MIT News recently published a summer reading compilation of works written and/or edited by faculty and staff at MIT that was published during the previous academic year.
Of the 46 books selected, 3 are from ACT and 15 are from the larger SA+P community.
Representing ACT are:
“Camino Road” (Primary Information, 2021)
By Renée Green, professor of architecture, Art, Culture, and Technology program at MIT
Green’s debut novel is an homage to (and parody of) the historically male-dominated genre of the road novel. Set between the late 1970s and early 1980s, and combining the genres of road novel, countercultural memoir, travel journal, epistolary novel, and screenplay, it is the record of the mind of a young woman coming of age as an artist, traveling in Mexico, and exploring the bohemian milieu of 1980s New York.
“Dance, Architecture and Engineering (Dance in Dialogue)” (Bloomsbury, 2021)

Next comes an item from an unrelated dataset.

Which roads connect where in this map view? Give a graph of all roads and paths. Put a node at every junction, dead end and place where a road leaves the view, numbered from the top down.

By Adesola Akinleye, research affiliate in the Art, Culture, and Technology program at MIT and a CAST Visiting Artist
Generated from a year of exchanges of movement ideas in cross-practice conversations and workshops with dancers, musicians, architects, and engineers, Akinleye engages with dance’s offer of perspectives on being in place. Themes addressed include how dance and city-making cultures engage with female bodies and non-white bodies in today’s era of #MeToo and #BlackLivesMatter.

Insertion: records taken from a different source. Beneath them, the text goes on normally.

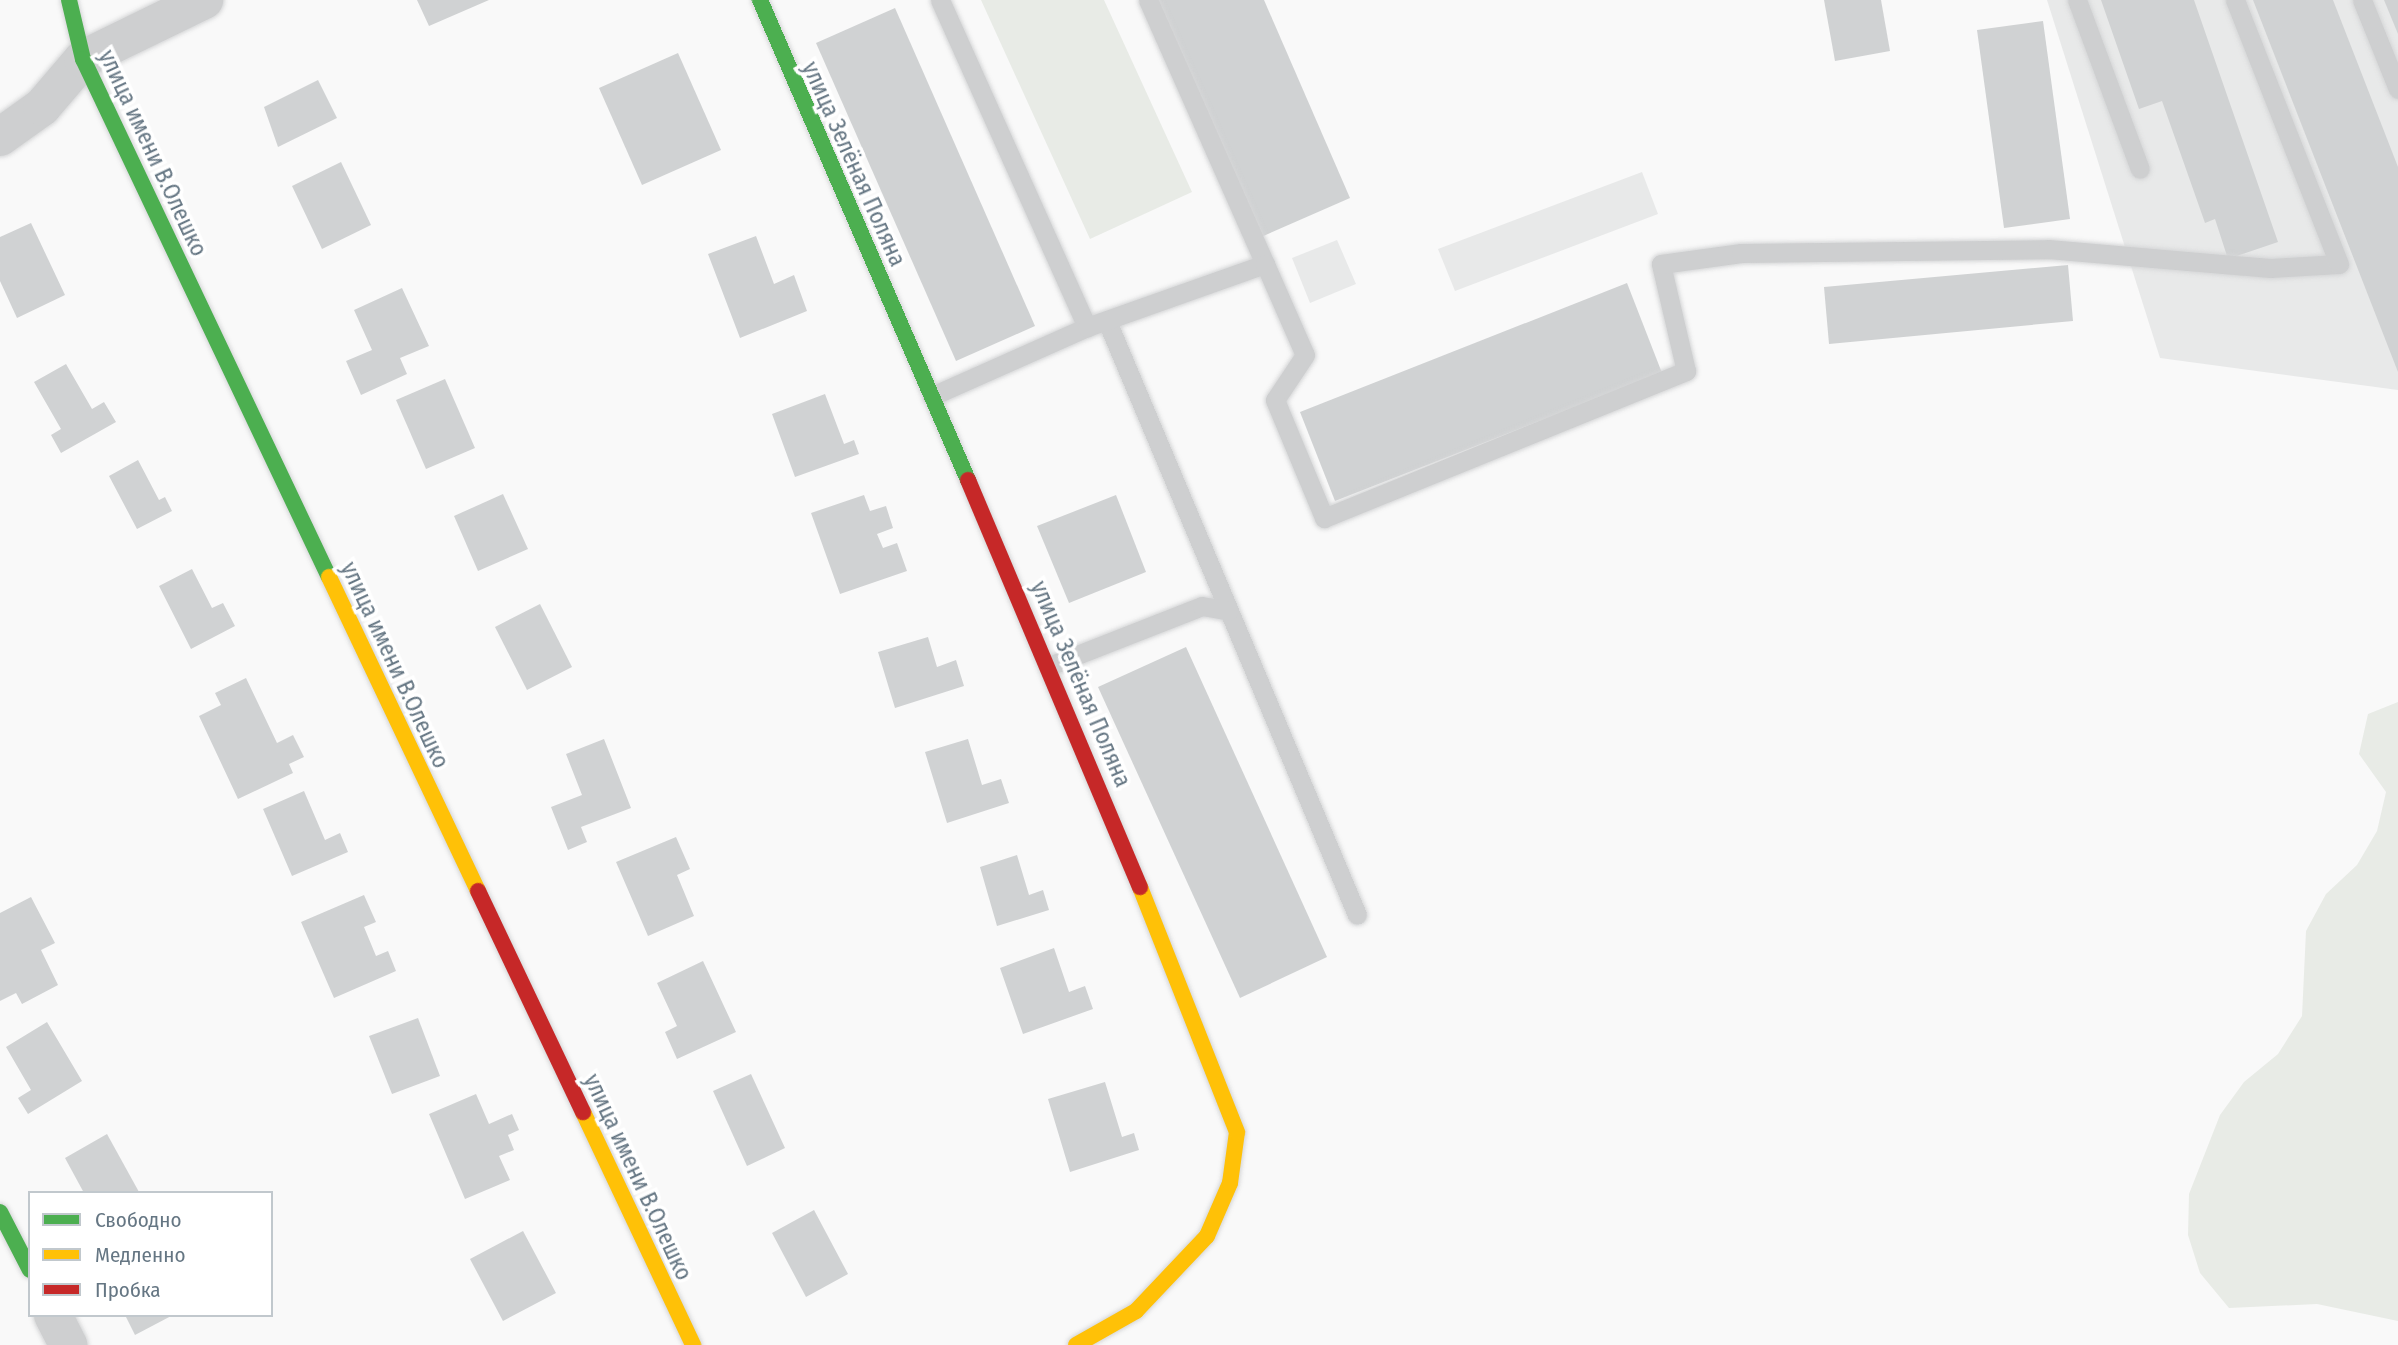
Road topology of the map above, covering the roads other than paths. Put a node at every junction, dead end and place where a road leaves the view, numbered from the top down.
1 (69, 0) edge
2 (204, 0) edge
3 (760, 0) edge
4 (940, 0) edge
5 (1148, 0) edge
6 (2077, 0) edge
7 (2235, 0) edge
8 (2362, 0) edge
9 (83, 59) junction
10 (2398, 89) edge
11 (0, 137) edge
12 (2140, 169) dead end
13 (1265, 264) junction
14 (1107, 321) junction
15 (1087, 327) junction
16 (932, 396) junction
17 (1229, 611) junction
18 (1049, 666) junction
19 (1357, 915) dead end
20 (0, 1212) edge
21 (28, 1266) edge
22 (54, 1317) edge
23 (68, 1345) edge
24 (693, 1345) edge
25 (1076, 1345) edge

1 - 9 street, улица имени В.Олешко
2 - 9 street
3 - 16 street, улица Зелёная Поляна
4 - 15 lane
5 - 13 lane
6 - 12 lane
7 - 13 lane
8 - 10 lane
9 - 11 street
9 - 24 street, улица имени В.Олешко
13 - 14 lane
14 - 15 lane
14 - 17 lane
15 - 16 lane
16 - 18 street, улица Зелёная Поляна
17 - 18 lane
17 - 19 lane
18 - 25 street, улица Зелёная Поляна
20 - 21 street
22 - 23 street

“Architecture of Coexistence: Building Pluralism” (Architangle, 2020)
Edited by Azra Aksamija, associate professor of architecture, Art, Culture, and Technology program at MIT
This book investigates how architecture can shape an open-minded and inclusive society, highlighting three internationally renowned projects: the White Mosque in Visoko, Bosnia-Herzegovina (1980); the Islamic Cemetery in Altach, Austria (2012); and Superkilen park in Copenhagen, Denmark (2011). Essays and interviews provide intriguing insights into architecture’s ability to bridge cultural divides.